At work, too, I was the quintessential good sport. I worked from home, as part of a team of remote employees, and if someone needed to take off, I was always the one who covered for them. Many nights, I stayed up alone finishing a joint project for which we were all paid equally.
After my first two births, I bounced back to myself immediately. My third birth was extremely difficult, however, and after that I was physically and emotionally drained. My parents and in-laws came to visit, as they did each time I had a baby, but that resulted in more work for me, not less. I tried to push myself to take care of the kids and the house, until one day it suddenly hit me: If I don’t take care of myself, no one will!
“I had enough!” I shouted aloud at the walls, when I was home alone. “I take care of everyone — but now that I need help, no one is taking care of me!”
In an act of defiance, I went to the dentist, for the first time in years. I also decided to buy myself a new outfit for Shabbos, and I allowed myself to get a babysitter and go out with my sister a few times. When I went back to my job, I cut back on my work hours. I also informed Zevy that I wanted to go back to school to complete my master’s degree.

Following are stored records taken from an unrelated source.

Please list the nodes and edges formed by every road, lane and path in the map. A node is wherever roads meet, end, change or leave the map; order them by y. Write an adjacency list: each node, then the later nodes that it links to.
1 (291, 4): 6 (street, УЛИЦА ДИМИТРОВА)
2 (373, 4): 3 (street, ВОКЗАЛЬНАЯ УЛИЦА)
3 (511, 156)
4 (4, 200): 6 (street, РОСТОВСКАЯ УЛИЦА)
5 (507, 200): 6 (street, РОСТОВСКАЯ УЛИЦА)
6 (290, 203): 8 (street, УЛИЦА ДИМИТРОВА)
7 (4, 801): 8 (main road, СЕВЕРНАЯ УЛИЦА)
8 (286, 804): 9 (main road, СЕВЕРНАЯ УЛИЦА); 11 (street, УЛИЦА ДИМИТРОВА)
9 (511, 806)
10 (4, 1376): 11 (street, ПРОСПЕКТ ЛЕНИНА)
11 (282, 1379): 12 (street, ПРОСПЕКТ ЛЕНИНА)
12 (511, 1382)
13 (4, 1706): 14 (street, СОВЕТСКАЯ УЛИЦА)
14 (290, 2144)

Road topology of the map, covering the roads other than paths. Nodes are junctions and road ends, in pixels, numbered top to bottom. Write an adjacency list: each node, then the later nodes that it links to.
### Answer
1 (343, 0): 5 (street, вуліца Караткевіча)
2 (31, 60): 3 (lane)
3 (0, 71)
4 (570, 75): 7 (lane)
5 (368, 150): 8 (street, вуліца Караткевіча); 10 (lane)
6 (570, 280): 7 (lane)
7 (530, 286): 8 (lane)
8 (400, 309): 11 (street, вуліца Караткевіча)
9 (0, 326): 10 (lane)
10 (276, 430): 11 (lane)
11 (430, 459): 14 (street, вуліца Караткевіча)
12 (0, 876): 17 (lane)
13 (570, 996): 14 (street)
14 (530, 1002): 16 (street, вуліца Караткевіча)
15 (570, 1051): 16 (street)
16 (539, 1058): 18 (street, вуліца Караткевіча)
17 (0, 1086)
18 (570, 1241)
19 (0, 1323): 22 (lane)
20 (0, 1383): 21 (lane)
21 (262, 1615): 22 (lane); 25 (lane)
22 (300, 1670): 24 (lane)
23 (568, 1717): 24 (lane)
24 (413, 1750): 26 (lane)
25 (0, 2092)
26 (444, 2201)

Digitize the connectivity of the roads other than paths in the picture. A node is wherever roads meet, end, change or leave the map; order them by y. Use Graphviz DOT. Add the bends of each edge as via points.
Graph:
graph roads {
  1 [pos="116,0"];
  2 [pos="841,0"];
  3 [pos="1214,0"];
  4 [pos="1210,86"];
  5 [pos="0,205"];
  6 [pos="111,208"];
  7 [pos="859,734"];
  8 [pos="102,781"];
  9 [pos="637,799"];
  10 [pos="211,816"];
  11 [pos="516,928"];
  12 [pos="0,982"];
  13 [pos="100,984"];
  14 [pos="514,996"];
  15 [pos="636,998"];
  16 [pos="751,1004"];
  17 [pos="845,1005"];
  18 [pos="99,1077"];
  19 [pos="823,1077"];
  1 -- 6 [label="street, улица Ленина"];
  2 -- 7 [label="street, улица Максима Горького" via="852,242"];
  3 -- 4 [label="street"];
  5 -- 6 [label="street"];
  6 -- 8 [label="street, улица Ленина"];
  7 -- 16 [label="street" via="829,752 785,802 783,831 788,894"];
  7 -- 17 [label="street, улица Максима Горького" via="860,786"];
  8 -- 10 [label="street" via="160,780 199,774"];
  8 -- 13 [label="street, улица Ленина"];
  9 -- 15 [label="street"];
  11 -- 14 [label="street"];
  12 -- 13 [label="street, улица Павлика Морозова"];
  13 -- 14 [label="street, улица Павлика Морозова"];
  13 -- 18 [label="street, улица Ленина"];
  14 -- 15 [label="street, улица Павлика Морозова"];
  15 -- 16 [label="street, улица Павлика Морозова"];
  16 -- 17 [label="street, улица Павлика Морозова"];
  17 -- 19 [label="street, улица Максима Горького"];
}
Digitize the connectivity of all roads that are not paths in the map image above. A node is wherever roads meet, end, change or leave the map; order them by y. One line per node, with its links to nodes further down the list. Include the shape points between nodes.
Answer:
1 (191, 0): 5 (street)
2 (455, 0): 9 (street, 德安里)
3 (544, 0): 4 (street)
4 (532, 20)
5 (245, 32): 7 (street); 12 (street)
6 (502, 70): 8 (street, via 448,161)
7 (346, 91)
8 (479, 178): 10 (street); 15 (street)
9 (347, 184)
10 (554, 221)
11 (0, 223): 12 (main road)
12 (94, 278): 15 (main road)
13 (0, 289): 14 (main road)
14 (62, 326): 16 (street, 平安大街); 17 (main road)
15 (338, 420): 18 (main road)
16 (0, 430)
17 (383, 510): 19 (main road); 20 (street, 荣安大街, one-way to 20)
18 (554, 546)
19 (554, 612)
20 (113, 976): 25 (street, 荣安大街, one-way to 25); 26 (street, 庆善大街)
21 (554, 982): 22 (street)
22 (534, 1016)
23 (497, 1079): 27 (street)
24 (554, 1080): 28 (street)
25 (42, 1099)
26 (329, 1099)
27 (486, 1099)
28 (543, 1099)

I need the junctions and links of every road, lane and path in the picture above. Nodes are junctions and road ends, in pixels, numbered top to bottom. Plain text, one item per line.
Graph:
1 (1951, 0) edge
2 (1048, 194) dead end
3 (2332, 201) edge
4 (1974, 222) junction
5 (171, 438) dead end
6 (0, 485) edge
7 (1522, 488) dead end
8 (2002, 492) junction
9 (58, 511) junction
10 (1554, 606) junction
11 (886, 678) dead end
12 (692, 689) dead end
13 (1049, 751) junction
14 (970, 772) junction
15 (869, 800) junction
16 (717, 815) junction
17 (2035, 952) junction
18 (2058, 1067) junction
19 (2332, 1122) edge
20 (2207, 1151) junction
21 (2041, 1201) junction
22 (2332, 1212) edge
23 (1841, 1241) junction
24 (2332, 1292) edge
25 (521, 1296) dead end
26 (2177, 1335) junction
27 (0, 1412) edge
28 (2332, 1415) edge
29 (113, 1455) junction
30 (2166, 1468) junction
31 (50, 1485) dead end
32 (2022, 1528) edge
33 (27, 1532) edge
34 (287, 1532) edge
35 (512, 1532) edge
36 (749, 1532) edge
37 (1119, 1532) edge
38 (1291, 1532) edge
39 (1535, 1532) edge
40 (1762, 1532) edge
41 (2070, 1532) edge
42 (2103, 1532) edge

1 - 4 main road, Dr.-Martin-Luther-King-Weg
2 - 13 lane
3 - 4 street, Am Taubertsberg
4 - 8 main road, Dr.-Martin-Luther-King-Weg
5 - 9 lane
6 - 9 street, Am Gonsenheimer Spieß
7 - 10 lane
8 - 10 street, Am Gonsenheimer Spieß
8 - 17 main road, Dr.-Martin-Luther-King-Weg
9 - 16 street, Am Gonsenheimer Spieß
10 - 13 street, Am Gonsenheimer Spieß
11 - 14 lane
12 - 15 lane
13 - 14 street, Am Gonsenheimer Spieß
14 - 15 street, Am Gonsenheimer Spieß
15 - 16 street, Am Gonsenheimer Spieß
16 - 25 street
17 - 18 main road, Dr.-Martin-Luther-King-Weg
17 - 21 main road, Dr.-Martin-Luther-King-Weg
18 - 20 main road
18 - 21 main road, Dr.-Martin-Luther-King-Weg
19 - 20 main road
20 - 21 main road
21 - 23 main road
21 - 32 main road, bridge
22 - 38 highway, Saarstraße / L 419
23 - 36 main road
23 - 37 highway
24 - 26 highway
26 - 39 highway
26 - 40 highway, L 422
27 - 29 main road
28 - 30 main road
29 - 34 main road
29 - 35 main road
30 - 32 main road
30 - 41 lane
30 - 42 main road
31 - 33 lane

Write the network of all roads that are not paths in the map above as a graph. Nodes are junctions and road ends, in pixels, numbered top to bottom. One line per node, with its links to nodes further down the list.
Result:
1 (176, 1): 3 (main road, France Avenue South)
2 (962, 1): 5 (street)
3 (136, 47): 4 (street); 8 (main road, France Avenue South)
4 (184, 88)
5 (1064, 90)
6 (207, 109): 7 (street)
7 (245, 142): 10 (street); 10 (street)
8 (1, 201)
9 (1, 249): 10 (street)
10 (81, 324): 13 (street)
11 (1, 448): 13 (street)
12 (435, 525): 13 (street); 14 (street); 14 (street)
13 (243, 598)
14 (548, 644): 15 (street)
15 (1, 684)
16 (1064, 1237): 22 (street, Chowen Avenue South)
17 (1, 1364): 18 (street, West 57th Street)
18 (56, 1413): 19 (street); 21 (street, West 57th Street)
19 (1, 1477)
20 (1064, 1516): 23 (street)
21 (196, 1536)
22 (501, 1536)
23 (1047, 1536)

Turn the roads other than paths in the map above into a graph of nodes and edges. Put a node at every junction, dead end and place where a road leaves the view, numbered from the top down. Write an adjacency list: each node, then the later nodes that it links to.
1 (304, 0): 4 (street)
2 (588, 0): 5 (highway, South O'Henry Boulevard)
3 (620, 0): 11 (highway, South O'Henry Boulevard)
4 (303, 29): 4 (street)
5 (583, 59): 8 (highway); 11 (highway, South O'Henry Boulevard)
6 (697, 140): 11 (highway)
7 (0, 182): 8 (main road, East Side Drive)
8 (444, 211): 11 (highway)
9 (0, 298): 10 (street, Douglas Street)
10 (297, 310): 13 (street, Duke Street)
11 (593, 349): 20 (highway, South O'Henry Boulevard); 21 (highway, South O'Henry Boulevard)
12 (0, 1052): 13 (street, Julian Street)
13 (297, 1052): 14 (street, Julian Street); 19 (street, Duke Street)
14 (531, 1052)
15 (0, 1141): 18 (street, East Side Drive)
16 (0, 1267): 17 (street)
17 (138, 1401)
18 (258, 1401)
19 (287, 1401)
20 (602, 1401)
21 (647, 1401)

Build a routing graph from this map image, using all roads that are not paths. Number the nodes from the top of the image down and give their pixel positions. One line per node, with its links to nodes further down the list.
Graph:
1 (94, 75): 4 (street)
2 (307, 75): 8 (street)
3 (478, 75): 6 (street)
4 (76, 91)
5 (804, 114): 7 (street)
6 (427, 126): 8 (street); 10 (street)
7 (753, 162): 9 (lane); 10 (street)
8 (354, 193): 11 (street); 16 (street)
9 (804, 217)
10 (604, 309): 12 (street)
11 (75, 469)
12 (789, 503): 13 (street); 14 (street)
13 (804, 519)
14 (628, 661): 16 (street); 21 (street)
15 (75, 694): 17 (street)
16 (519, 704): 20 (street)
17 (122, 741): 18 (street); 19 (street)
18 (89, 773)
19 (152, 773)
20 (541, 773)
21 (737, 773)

“But how will we pay for it?” he asked. “We don’t have the money.”
“I don’t care,” I retorted. “I need to do something for myself for a change. We’ll dig into savings.”
I didn’t want people stepping all over me anymore, so I stopped having guests. When the Bikur Cholim coordinator called to ask me to cook a meal, I said, “Please don’t call me anymore.” She was quite taken aback.
In the process of starting to take care of myself, I actually lost most of my friends. I had always been the one to call my friends to say hi, or suggest that we go somewhere together, and once I stopped picking up the phone, none of them did, either. Apparently, the friends I attracted were people who didn’t take much initiative, and when I stopped investing in the relationships, the friendships just petered out.
One friend, whom I used to speak to on a regular basis, called me after six months and said, “Michal, I haven’t spoken to you in so long! I’ve been a horrible friend!”
I could tell that she was waiting for me to say, “It’s okay, don’t worry about it,” but I wasn’t about to say anything of the sort. It wasn’t okay that my relationships were one-sided and I was always the one doing everything for everyone!
The one friend who stuck with me despite my newfound selfishness was my husband. “What’s bothering you?” Zevy kept asking me. “Is there something I can do?” In his desperation to make things better and placate me, he started doing the food shopping, pitching in with Erev Shabbos preparations, and helping with the laundry.
In the beginning, it was a real challenge for me to ask him for help. One day, I had to leave the house for a work meeting, and my regular babysitter canceled. I spent hours on the phone searching for a replacement, and when I realized that there were absolutely no babysitters to be had, I called Zevy in kollel, and, for the first time ever, asked him to come home and babysit.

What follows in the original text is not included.